- What you have to do
Line by line, check the data for the string "dead" and state how many lines have it, nothing more.
##### Given information #####
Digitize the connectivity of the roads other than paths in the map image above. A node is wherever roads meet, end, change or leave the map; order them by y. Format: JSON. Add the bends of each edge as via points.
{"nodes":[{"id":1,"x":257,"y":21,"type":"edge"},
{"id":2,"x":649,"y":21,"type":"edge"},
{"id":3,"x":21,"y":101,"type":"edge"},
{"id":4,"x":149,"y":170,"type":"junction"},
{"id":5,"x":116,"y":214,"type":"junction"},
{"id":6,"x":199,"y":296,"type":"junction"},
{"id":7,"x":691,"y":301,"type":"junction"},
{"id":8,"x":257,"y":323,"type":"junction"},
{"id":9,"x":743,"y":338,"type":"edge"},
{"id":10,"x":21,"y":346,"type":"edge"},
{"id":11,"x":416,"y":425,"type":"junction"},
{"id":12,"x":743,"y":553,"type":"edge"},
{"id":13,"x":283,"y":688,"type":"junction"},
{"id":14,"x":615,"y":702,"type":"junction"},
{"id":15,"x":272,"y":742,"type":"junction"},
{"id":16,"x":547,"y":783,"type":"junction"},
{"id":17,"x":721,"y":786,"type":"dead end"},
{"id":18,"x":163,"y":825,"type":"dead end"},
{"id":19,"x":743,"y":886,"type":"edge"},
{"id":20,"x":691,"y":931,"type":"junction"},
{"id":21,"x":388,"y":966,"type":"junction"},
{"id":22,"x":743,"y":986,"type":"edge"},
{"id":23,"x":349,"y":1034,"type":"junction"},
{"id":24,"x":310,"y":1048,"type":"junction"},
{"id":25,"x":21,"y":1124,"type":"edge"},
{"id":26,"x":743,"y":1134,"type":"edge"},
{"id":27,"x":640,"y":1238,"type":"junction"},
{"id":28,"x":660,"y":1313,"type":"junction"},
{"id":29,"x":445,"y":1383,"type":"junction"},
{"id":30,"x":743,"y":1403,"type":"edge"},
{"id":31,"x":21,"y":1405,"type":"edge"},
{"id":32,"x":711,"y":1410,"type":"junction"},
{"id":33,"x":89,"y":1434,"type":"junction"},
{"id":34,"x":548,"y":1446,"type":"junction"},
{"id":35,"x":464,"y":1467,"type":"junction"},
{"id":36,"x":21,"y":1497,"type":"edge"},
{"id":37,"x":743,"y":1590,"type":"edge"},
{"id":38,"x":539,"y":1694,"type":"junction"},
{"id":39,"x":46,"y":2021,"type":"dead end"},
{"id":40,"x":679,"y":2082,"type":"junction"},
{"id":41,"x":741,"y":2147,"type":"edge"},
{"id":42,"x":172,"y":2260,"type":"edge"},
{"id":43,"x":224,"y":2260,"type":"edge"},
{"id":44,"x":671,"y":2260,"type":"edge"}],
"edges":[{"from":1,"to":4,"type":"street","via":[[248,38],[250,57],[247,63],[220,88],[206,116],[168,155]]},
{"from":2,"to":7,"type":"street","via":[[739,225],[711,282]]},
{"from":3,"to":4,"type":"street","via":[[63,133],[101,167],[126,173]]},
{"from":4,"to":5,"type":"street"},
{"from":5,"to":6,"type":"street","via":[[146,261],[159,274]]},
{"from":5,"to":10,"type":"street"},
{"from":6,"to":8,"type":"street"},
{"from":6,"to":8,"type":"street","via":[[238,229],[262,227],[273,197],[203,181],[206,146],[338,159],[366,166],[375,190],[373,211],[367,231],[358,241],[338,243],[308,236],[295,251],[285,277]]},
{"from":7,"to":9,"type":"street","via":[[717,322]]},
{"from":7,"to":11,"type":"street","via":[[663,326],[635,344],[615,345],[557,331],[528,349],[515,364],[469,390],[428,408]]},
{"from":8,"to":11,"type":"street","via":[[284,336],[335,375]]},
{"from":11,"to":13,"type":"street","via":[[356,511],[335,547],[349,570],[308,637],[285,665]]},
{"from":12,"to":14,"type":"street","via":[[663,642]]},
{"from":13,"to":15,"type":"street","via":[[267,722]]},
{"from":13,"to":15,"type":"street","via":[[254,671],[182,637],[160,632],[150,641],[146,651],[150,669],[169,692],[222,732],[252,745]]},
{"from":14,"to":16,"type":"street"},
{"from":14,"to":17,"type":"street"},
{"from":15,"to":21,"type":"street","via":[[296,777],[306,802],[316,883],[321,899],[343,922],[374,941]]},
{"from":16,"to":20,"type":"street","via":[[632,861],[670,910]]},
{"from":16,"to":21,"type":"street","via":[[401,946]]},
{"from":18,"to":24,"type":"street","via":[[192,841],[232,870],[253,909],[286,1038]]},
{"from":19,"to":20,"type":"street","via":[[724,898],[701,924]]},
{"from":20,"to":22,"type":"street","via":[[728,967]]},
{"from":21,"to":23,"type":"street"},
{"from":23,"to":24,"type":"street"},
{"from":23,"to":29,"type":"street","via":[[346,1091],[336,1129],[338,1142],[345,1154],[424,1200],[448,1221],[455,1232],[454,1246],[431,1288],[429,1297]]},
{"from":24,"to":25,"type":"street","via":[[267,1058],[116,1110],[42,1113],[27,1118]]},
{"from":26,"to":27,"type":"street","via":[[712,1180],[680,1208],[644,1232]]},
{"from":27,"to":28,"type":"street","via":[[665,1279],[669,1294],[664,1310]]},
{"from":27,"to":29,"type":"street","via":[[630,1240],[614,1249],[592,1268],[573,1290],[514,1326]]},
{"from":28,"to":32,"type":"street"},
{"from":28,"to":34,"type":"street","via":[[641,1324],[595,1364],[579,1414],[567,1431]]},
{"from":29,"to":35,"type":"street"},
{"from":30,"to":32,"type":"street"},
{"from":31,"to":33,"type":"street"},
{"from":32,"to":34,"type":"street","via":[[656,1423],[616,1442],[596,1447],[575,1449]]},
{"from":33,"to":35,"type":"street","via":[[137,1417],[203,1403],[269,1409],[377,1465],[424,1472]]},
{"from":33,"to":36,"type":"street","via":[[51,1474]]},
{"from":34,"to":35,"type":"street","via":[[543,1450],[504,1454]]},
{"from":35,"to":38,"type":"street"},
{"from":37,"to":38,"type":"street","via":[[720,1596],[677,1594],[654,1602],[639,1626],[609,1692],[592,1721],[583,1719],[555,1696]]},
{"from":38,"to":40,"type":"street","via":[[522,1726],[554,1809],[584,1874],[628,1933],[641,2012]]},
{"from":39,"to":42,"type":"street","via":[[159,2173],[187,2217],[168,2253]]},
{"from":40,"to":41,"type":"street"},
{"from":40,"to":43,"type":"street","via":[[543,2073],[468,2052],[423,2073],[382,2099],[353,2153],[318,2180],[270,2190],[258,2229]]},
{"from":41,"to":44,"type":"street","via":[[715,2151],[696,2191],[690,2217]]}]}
#####
- Result
3